JAKARTA - Menteri Ketenagakerjaan (Menaker) Yassierli menegaskan bahwa ijazah perguruan tinggi tidak lagi cukup untuk menjamin daya saing di pasar kerja global yang kini berubah cepat akibat perkembangan teknologi, khususnya kecerdasan buatan atau Artificial Intelligence (AI).
Hal itu disampaikan Yassierli saat memberikan orasi ilmiah dalam Wisuda Program Sarjana dan Magister Universitas Paramadina bertema "Membangun Generasi Inovatif, Kompetitif, dan Berintegritas Menuju Indonesia Maju" di Jakarta, Sabtu (25/4/2026).
Dalam pemaparannya, Yassierli mengungkapkan bahwa dunia kerja mengalami perubahan besar dalam dua dekade terakhir. Ia mengutip data LinkedIn yang menyebut 80 persen jenis pekerjaan saat ini belum ada 20 tahun lalu, dan sekitar 50 persen pekerjaan berpotensi tidak relevan dalam 10 tahun ke depan.
Baca Juga: Hadapi AI dan Digitalisasi: Menaker Yassierli Minta Serikat Buruh Tak Hanya Fokus Advokasi, Tapi Tingkatkan Kompetensi Pekerja "Dunia kerja terus berubah seiring teknologi. Tantangan terbesar kita adalah digital skill gap. Pekerja kita yang memiliki keterampilan digital baru sekitar 27 persen, masih jauh dari standar global 60 sampai 70 persen," ujar Yassierli.
Ia menambahkan, di tengah disrupsi tersebut terdapat peluang baru di sektor ekonomi hijau, platform digital, hingga care economy yang perlu ditangkap generasi muda.
Untuk itu, Menaker memperkenalkan konsep Triple Readiness sebagai strategi menghadapi era kerja baru.

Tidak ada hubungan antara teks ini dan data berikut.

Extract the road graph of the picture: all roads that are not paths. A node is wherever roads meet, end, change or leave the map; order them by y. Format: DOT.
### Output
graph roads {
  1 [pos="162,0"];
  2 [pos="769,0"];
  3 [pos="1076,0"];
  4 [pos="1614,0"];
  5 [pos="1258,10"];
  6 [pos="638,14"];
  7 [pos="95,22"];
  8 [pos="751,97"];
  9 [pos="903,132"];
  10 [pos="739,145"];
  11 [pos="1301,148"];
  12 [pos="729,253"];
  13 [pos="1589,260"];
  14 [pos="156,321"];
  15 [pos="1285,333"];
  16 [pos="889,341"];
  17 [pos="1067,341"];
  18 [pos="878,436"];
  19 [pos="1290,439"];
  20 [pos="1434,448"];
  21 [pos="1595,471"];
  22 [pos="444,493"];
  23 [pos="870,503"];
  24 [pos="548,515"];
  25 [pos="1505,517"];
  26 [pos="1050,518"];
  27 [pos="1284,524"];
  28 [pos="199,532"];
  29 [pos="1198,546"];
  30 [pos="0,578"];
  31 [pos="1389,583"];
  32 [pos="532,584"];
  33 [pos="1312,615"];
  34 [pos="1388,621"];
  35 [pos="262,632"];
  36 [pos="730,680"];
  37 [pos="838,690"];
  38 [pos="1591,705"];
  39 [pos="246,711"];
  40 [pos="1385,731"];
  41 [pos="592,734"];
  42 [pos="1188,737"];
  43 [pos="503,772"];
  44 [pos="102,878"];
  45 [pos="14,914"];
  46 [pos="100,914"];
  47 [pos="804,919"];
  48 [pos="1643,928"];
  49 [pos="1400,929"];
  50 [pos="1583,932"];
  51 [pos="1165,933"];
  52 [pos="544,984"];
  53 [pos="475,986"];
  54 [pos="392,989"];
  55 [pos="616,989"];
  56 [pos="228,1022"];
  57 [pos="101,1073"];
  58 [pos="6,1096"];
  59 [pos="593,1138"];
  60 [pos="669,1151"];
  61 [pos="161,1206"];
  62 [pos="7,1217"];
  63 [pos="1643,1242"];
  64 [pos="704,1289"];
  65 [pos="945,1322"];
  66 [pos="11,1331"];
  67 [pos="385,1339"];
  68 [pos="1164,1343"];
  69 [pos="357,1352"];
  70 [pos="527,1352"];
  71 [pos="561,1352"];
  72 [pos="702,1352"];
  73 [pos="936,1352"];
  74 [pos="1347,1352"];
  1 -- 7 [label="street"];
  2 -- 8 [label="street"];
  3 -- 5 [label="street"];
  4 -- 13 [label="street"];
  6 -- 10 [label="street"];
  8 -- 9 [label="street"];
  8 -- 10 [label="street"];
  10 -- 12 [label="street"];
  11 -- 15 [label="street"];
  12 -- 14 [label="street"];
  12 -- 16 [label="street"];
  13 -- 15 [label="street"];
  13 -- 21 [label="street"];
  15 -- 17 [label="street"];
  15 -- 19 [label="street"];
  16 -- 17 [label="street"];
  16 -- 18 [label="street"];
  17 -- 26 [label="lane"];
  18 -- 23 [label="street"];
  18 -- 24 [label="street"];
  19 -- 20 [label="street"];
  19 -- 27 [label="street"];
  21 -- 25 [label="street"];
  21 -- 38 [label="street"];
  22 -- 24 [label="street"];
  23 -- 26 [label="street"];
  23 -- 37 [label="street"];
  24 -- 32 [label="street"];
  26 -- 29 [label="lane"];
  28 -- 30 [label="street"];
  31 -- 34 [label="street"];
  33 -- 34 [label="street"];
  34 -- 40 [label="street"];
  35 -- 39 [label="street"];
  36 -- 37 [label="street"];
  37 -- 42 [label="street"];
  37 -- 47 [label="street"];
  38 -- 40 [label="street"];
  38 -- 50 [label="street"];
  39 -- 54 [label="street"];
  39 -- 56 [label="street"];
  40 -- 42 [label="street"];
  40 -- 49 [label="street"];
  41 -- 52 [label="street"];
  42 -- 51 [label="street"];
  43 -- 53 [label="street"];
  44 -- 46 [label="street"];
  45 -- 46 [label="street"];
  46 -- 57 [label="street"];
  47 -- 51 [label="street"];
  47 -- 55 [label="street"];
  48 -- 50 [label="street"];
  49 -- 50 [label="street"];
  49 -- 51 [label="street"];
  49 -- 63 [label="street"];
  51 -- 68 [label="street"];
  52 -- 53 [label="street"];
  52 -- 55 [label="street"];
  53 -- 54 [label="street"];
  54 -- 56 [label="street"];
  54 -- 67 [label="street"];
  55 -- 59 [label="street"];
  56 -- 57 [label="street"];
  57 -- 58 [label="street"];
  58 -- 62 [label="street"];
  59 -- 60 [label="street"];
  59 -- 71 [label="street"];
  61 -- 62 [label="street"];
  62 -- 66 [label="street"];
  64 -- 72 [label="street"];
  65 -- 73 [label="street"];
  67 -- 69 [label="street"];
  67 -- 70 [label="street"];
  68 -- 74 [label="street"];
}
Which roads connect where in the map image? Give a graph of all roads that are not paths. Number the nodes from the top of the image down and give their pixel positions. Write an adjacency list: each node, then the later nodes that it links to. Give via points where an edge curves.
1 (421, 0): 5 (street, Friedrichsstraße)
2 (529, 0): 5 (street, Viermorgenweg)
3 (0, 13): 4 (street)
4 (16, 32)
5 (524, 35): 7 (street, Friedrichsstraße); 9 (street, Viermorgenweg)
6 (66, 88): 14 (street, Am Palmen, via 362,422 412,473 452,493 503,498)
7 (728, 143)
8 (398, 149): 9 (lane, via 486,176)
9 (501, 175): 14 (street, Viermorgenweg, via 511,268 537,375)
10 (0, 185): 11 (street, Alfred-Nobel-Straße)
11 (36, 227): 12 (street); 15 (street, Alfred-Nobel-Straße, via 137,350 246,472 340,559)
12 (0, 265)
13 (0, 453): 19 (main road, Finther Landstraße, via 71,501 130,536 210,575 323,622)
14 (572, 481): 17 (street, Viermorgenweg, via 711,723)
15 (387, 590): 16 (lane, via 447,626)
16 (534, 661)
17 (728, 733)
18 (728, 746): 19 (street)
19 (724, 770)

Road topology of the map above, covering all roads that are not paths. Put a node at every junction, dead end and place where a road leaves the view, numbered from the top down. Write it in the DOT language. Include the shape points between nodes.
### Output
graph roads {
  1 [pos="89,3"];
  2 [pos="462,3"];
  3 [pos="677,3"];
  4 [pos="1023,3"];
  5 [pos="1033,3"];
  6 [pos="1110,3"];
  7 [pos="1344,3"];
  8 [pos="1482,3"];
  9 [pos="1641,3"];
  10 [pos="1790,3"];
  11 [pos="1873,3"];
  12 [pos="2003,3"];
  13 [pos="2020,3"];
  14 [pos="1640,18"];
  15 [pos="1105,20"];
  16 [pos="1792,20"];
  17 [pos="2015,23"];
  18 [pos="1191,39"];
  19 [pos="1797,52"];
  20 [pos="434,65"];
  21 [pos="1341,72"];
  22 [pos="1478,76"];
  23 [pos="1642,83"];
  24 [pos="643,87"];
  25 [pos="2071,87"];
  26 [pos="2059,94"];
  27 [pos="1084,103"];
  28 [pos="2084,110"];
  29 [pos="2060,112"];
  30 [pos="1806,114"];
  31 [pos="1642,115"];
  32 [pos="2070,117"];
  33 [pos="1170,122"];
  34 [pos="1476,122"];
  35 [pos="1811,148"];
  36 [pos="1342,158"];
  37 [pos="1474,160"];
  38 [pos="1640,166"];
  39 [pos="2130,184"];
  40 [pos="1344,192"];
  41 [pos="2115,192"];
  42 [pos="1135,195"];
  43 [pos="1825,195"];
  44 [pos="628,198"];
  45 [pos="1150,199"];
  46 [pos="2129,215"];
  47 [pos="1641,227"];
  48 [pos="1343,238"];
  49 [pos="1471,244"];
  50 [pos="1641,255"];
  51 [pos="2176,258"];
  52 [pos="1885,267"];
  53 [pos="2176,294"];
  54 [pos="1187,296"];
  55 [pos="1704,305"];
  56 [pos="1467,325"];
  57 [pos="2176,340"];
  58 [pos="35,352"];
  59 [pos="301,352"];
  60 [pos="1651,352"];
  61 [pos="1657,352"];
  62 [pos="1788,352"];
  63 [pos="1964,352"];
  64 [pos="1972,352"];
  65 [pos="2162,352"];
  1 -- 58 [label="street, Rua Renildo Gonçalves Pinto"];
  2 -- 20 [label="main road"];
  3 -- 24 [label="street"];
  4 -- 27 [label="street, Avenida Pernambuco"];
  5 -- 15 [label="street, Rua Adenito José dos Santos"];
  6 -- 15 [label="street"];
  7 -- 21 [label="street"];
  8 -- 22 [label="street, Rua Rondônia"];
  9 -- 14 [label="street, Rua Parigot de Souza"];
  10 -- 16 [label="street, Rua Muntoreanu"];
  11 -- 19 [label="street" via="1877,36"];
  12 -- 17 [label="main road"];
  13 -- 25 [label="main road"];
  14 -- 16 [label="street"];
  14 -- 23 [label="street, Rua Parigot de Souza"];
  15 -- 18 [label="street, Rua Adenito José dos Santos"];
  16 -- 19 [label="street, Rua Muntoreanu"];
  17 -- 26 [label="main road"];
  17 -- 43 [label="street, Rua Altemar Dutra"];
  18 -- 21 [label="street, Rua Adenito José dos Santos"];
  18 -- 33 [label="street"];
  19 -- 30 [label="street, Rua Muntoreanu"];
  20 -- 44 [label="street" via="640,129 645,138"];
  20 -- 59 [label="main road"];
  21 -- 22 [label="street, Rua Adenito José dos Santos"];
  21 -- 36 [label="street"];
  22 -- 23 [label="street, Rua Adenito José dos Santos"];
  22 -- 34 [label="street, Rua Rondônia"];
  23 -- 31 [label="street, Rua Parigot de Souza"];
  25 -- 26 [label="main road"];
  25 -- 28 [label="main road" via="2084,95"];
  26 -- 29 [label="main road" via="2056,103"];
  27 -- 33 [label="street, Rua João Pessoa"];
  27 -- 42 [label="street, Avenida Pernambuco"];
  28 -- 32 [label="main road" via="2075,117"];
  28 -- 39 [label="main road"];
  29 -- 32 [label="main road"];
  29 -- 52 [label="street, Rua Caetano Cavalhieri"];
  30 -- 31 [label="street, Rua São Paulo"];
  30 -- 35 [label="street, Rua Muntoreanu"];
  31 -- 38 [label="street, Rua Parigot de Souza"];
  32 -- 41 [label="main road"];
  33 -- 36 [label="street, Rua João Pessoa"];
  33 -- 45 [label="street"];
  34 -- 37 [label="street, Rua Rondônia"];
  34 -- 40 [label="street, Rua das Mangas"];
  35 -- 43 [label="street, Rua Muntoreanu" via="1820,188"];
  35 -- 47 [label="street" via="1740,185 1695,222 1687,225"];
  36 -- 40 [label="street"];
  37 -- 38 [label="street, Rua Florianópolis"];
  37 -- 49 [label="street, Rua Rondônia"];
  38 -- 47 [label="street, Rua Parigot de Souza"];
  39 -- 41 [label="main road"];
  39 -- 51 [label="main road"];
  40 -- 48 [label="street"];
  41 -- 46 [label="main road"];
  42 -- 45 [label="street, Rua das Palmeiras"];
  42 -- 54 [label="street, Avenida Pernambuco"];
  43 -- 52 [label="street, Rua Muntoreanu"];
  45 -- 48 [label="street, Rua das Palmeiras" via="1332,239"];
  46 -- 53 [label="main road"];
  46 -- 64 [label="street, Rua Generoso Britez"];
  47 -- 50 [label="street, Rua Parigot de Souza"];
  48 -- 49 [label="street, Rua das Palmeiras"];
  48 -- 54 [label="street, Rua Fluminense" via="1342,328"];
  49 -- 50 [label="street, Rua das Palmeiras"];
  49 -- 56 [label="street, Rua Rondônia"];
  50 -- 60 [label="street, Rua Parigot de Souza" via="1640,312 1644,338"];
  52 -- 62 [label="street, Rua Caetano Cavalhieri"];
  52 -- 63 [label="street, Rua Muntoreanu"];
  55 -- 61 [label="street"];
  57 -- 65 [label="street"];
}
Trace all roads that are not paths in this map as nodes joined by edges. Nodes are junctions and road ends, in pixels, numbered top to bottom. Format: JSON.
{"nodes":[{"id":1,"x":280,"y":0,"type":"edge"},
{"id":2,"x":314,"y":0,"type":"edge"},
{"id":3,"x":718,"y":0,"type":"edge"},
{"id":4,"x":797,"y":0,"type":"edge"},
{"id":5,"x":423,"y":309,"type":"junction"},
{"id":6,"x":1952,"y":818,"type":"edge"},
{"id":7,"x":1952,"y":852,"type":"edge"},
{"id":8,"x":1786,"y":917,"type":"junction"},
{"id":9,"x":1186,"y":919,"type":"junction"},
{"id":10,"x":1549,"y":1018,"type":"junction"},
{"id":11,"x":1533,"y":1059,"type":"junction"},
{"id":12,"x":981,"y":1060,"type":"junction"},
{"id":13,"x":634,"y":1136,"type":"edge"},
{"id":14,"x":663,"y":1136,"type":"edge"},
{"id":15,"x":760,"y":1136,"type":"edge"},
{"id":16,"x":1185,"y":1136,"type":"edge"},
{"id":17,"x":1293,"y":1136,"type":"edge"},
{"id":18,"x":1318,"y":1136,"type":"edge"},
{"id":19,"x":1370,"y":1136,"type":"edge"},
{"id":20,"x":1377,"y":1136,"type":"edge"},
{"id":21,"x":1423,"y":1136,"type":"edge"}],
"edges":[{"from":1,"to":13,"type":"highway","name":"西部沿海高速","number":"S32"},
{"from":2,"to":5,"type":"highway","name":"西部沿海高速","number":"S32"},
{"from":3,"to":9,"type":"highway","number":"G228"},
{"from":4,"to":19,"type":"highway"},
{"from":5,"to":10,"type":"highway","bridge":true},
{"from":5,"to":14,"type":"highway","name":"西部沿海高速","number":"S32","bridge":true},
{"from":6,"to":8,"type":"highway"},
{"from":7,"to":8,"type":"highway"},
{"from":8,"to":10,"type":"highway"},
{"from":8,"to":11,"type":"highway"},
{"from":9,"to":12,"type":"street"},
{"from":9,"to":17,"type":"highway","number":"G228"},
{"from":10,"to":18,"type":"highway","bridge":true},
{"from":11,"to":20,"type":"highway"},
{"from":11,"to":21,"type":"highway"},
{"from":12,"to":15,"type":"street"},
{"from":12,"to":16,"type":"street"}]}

Pertama, Technical Skills Readiness, yaitu penguasaan keterampilan teknis seperti digital tingkat lanjut dan green jobs. Ia menegaskan kemampuan dasar media sosial bukan lagi dianggap keterampilan digital yang relevan.
Kedua, Human Skills Readiness, yang mencakup kemampuan berpikir kritis, empati, kepemimpinan, dan kreativitas. Menurutnya, kemampuan ini tetap menjadi pembeda manusia di tengah dominasi AI.
"AI tidak akan optimal tanpa sentuhan manusia. Human skills penting untuk memahami konteks dan risiko teknologi," jelasnya.
Ketiga, Market Entry Readiness, yakni kesiapan memasuki dunia kerja melalui pengalaman, portofolio, magang, dan sertifikasi kompetensi.
Yassierli juga menyoroti perubahan kebutuhan industri. Berdasarkan survei, hampir 70 persen pemimpin bisnis di Indonesia tidak akan merekrut kandidat tanpa kemampuan dasar AI. Permintaan tenaga kerja dengan kemampuan AI di Asia Tenggara bahkan meningkat 2,4 kali lipat dalam lima tahun terakhir.
"Yang dicari industri sekarang bukan sekadar ijazah, tapi skills. Ada peningkatan signifikan lowongan kerja yang lebih fokus pada kompetensi dibanding gelar," tegasnya.